War is where I have spent most of my adult life. I began covering the
insurgencies in El Salvador, where I spent five years, then went to
Guatemala and Nicaragua and Colombia, through the first intifada in the
West Bank and Gaza, the civil wars in Sudan and Yemen, the uprisings in
Algeria and the Punjab, the fall of the Romanian dictator Nicolae
Ceausescu, the Gulf War, the Kurdish rebellions in southeastern Turkey
and northern Iraq, the war in Bosnia, and finally Kosovo. I have been
in ambushes on desolate stretches of Central American roads, shot at in
the marshes of southern Iraq, imprisoned in Sudan, beaten by Saudi military police, deported from Libya and Iran, captured and held prisoner for a week by the Iraqi Republican Guard during the Shiite rebellion
following the Gulf War, strafed by MIG-21s in Bosnia, fired upon by Serb snipers and shelled for days in Sarajevo with deafening rounds of heavy
artillery that threw out thousands of deadly bits of iron fragments. I
have painful memories that lie buried and untouched most of the time.

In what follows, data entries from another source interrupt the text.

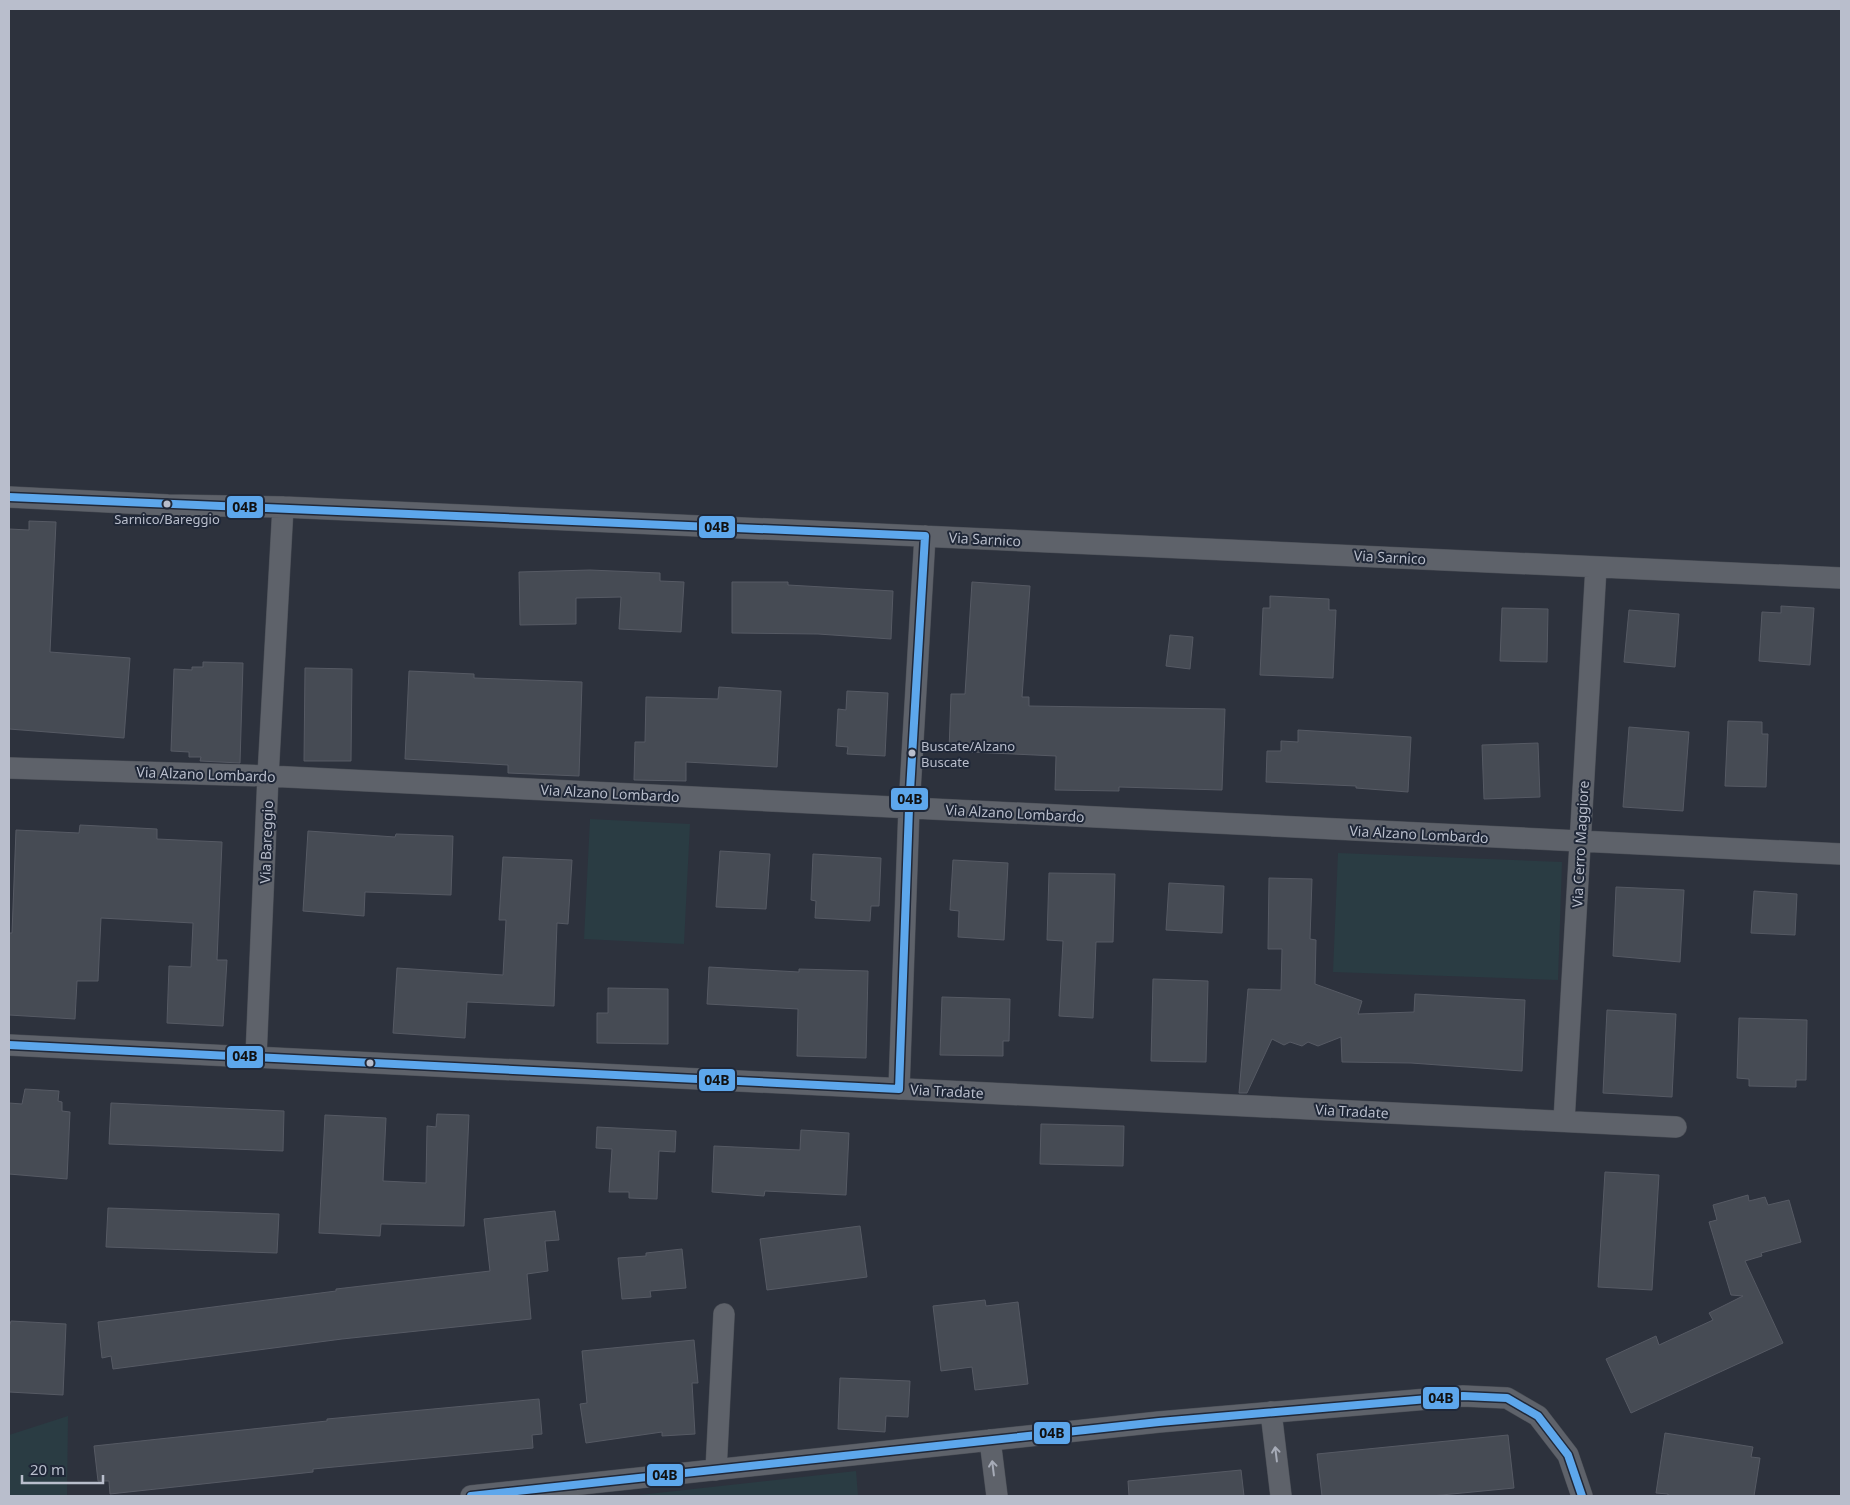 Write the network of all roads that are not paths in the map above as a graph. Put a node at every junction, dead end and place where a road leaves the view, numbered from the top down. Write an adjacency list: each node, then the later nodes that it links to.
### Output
1 (9, 497): 2 (street, Via Sarnico)
2 (284, 507): 3 (street, Via Sarnico); 7 (street, Via Bareggio)
3 (926, 536): 4 (street, Via Sarnico); 8 (street)
4 (1596, 567): 5 (street, Via Sarnico); 9 (street, Via Cerro Maggiore)
5 (1841, 578)
6 (9, 768): 7 (street, Via Alzano Lombardo)
7 (268, 776): 8 (street, Via Alzano Lombardo); 12 (street, Via Bareggio)
8 (909, 808): 9 (street, Via Alzano Lombardo); 13 (street)
9 (1580, 842): 10 (street, Via Alzano Lombardo); 14 (street, Via Cerro Maggiore)
10 (1841, 854)
11 (9, 1045): 12 (street, Via Tradate)
12 (256, 1057): 13 (street, Via Tradate)
13 (899, 1089): 14 (street, Via Tradate)
14 (1564, 1121): 15 (street, Via Tradate)
15 (1676, 1127)
16 (724, 1314): 19 (street)
17 (1271, 1412): 18 (street); 22 (street, one-way to 17); 23 (street)
18 (990, 1440): 19 (street); 21 (street, one-way to 18)
19 (716, 1470): 20 (street)
20 (471, 1496)
21 (997, 1496)
22 (1281, 1496)
23 (1582, 1496) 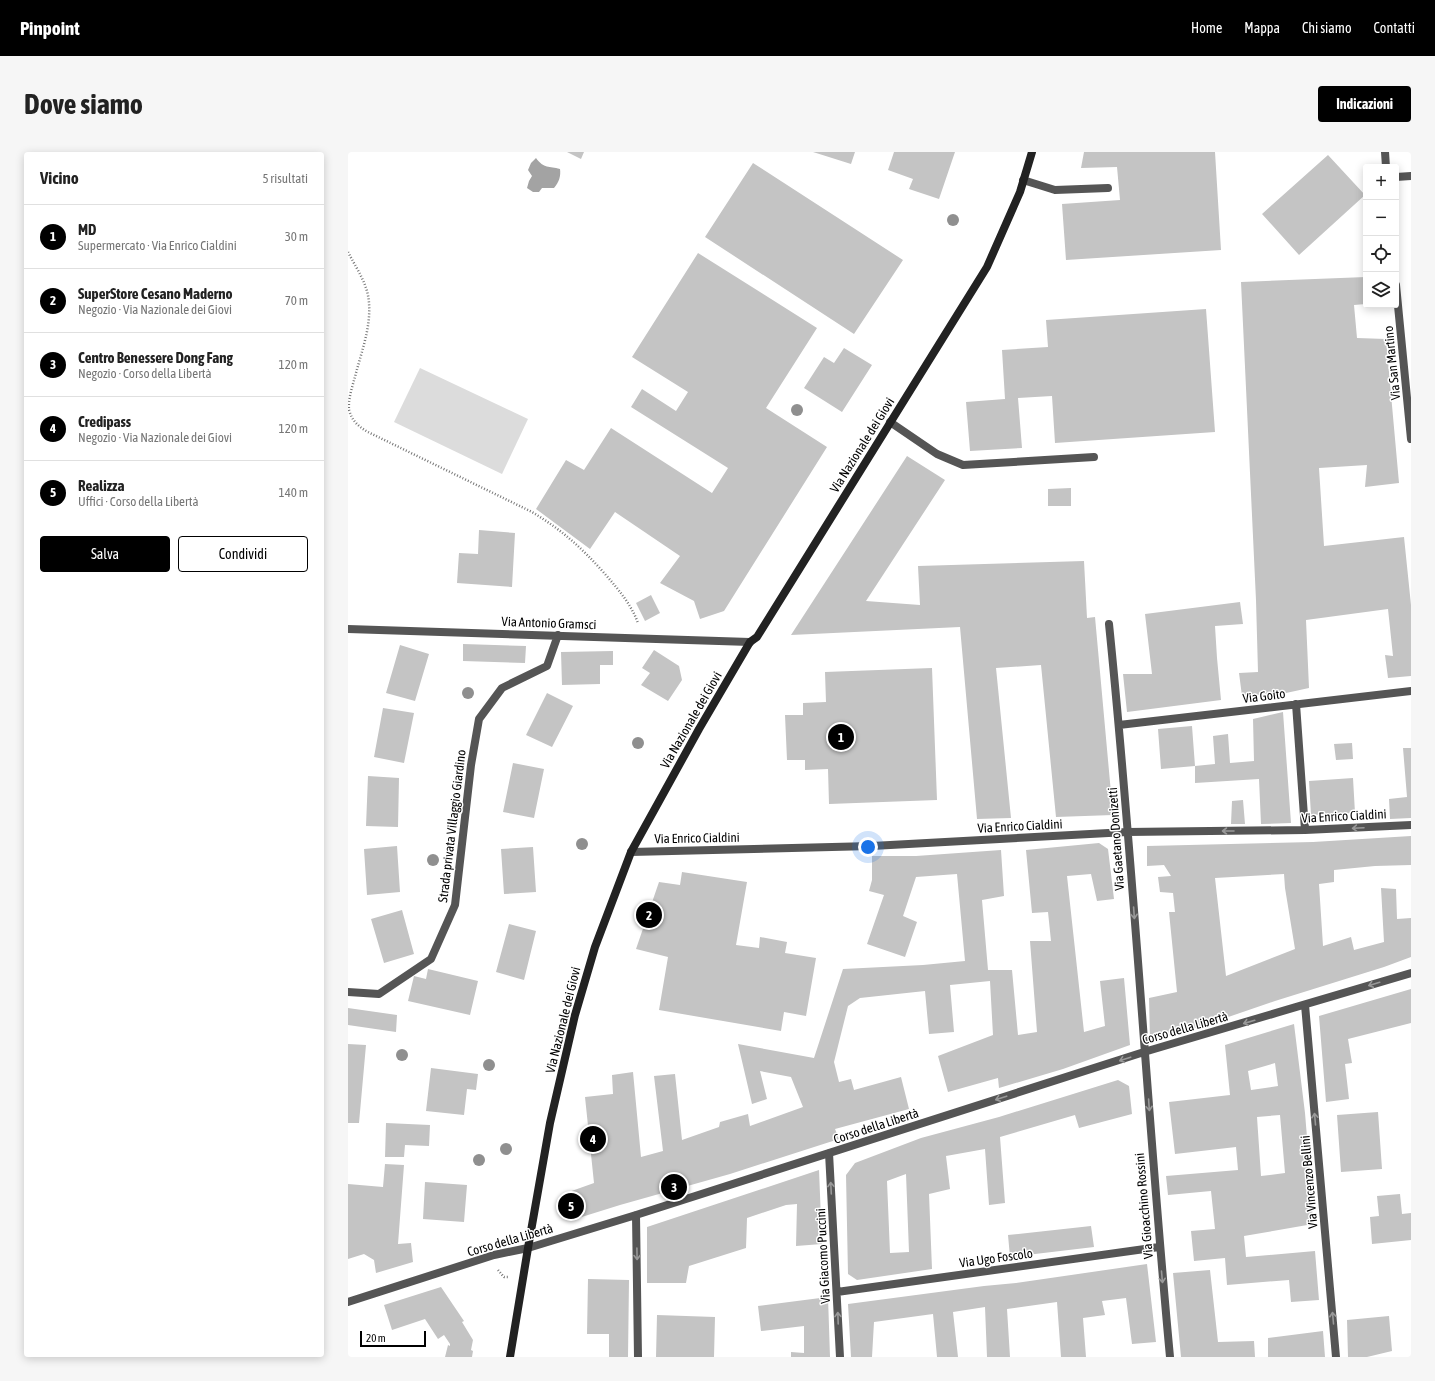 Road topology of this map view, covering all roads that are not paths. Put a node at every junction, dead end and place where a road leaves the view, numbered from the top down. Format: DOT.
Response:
graph roads {
  1 [pos="1032,152"];
  2 [pos="1385,152"];
  3 [pos="1386,164"];
  4 [pos="1411,176"];
  5 [pos="1399,177"];
  6 [pos="1023,180"];
  7 [pos="1108,188"];
  8 [pos="1398,308"];
  9 [pos="890,422"];
  10 [pos="1411,439"];
  11 [pos="1094,457"];
  12 [pos="1109,624"];
  13 [pos="348,629"];
  14 [pos="558,635"];
  15 [pos="750,642"];
  16 [pos="1411,691"];
  17 [pos="1296,704"];
  18 [pos="1119,725"];
  19 [pos="1411,825"];
  20 [pos="1305,830"];
  21 [pos="1127,832"];
  22 [pos="631,852"];
  23 [pos="1411,973"];
  24 [pos="348,992"];
  25 [pos="1305,1005"];
  26 [pos="1144,1052"];
  27 [pos="829,1153"];
  28 [pos="636,1215"];
  29 [pos="1159,1247"];
  30 [pos="528,1248"];
  31 [pos="837,1292"];
  32 [pos="348,1302"];
  33 [pos="510,1357"];
  34 [pos="638,1357"];
  35 [pos="840,1357"];
  36 [pos="1170,1357"];
  37 [pos="1336,1357"];
  1 -- 6 [label="main road, Via Nazionale dei Giovi"];
  2 -- 3 [label="street"];
  4 -- 5 [label="street"];
  6 -- 7 [label="street"];
  6 -- 9 [label="main road, Via Nazionale dei Giovi"];
  8 -- 10 [label="street, Via San Martino"];
  9 -- 11 [label="street"];
  9 -- 15 [label="main road, Via Nazionale dei Giovi"];
  12 -- 18 [label="street, Via Gaetano Donizetti"];
  13 -- 14 [label="street, Via Antonio Gramsci"];
  14 -- 15 [label="street, Via Antonio Gramsci"];
  14 -- 24 [label="street, Strada privata Villaggio Giardino"];
  15 -- 22 [label="main road, Via Nazionale dei Giovi"];
  16 -- 17 [label="street, Via Goito"];
  17 -- 18 [label="street, Via Goito"];
  17 -- 20 [label="street"];
  18 -- 21 [label="street, Via Gaetano Donizetti"];
  19 -- 20 [label="street, Via Enrico Cialdini, one-way"];
  20 -- 21 [label="street, Via Enrico Cialdini, one-way"];
  21 -- 22 [label="street, Via Enrico Cialdini"];
  21 -- 26 [label="street, Via Gaetano Donizetti, one-way"];
  22 -- 30 [label="main road, Via Nazionale dei Giovi"];
  23 -- 25 [label="street, Corso della Libertà, one-way"];
  25 -- 26 [label="street, Corso della Libertà, one-way"];
  37 -- 25 [label="street, Via Vincenzo Bellini, one-way"];
  26 -- 27 [label="street, Corso della Libertà, one-way"];
  26 -- 29 [label="street, Via Gioacchino Rossini, one-way"];
  27 -- 28 [label="street, Corso della Libertà"];
  31 -- 27 [label="street, Via Giacomo Puccini, one-way"];
  28 -- 30 [label="street, Corso della Libertà"];
  28 -- 34 [label="street, one-way"];
  29 -- 31 [label="street, Via Ugo Foscolo"];
  29 -- 36 [label="street, Via Gioacchino Rossini, one-way"];
  30 -- 32 [label="street, Corso della Libertà"];
  30 -- 33 [label="main road, Via Nazionale dei Giovi"];
  35 -- 31 [label="street, Via Giacomo Puccini, one-way"];
} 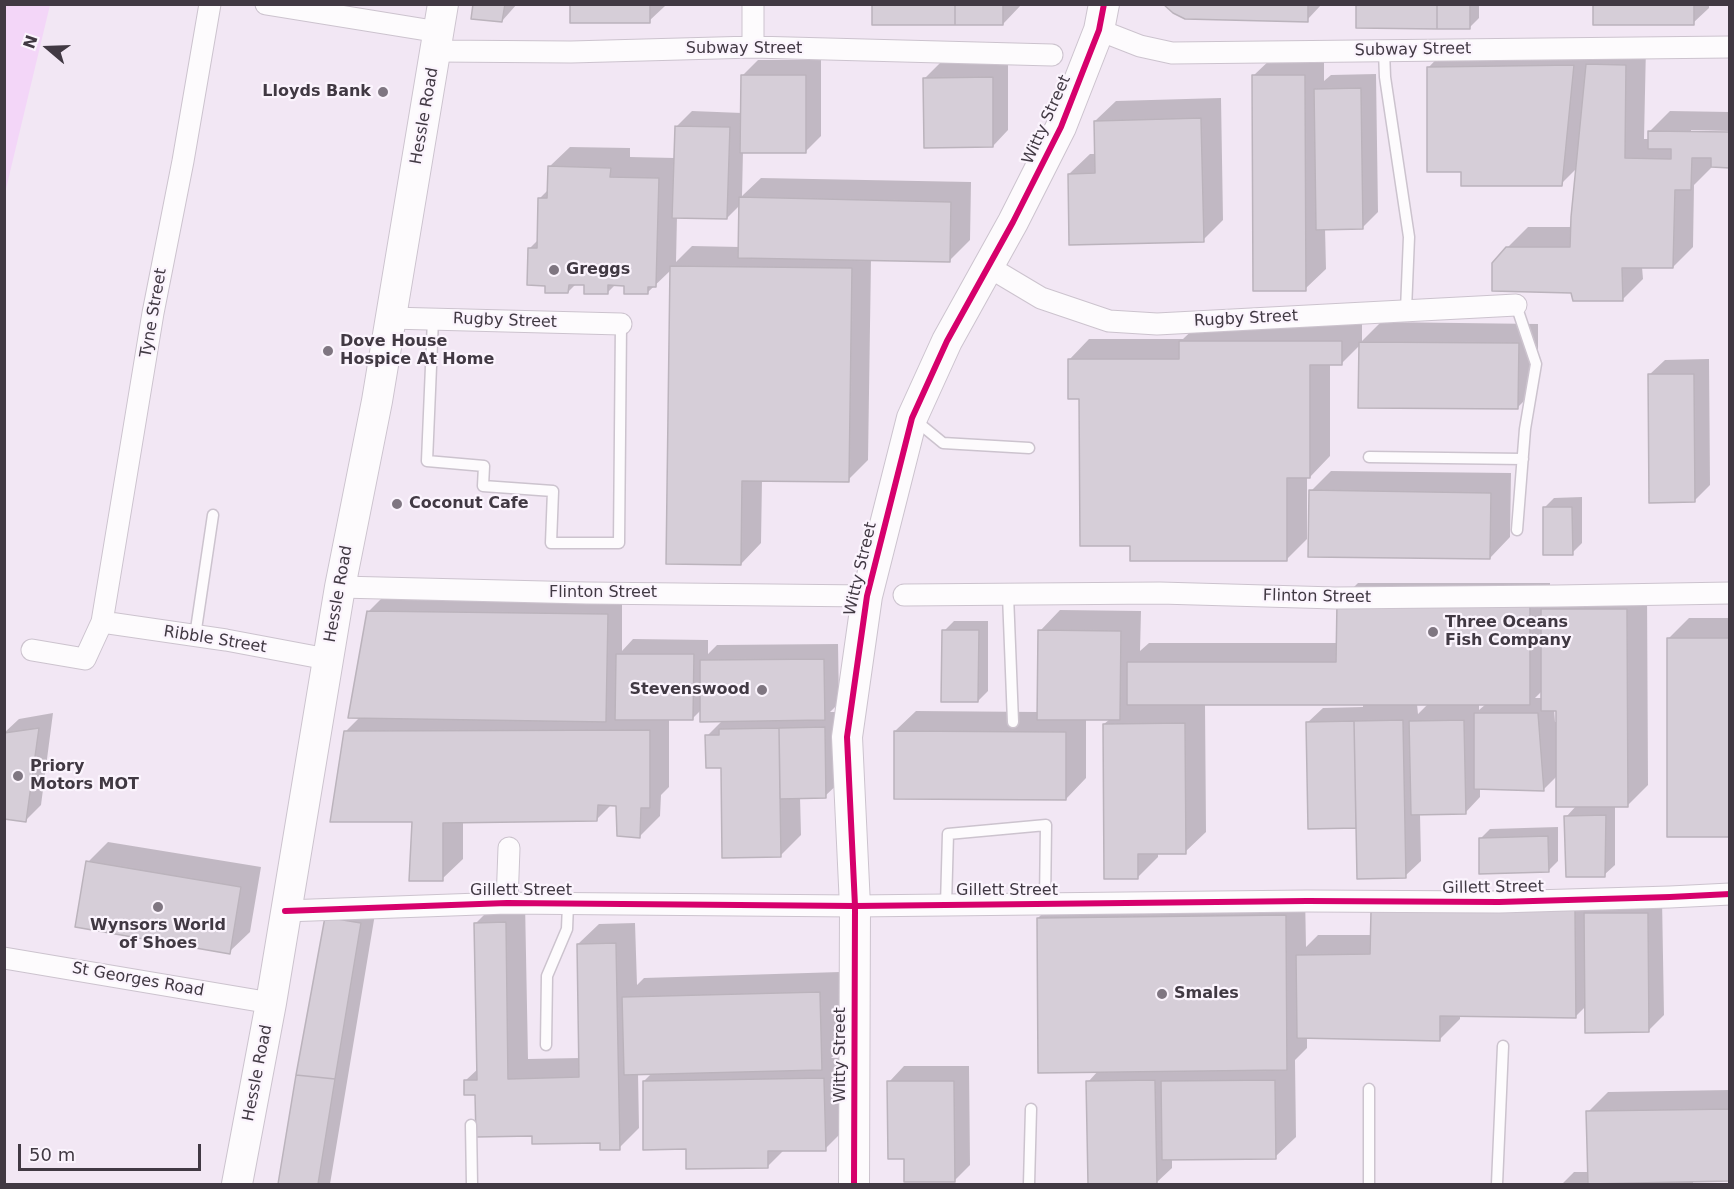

It is never easy when they surface.
War itself is venal, dirty, confusing and perhaps the most potent
narcotic invented by humankind. Modern industrial warfare means that
most of those who are killed never see their attackers. There is
nothing glorious or gallant about it. If we saw what wounds did to bodies, how killing is far more like butchering an animal than the clean and neat
Hollywood deaths on the screen, it would turn our stomachs. If we saw
how war turns young people into intoxicated killers, how it gives
soldiers a license to destroy not only things but other human beings,
and if we saw the perverse thrill such destruction brings, we would be
horrified and frightened. If we understood that combat is often a
constant battle with a consuming fear we have perhaps never known, a
battle that we often lose, we would find the abstract words of
war--glory, honor and patriotism--not only hollow but obscene. If we
saw the deep psychological scars of slaughter, the way it maims and stunts those who participate in war for the rest of their lives, we would keep our children away. Indeed, it would be hard to wage war.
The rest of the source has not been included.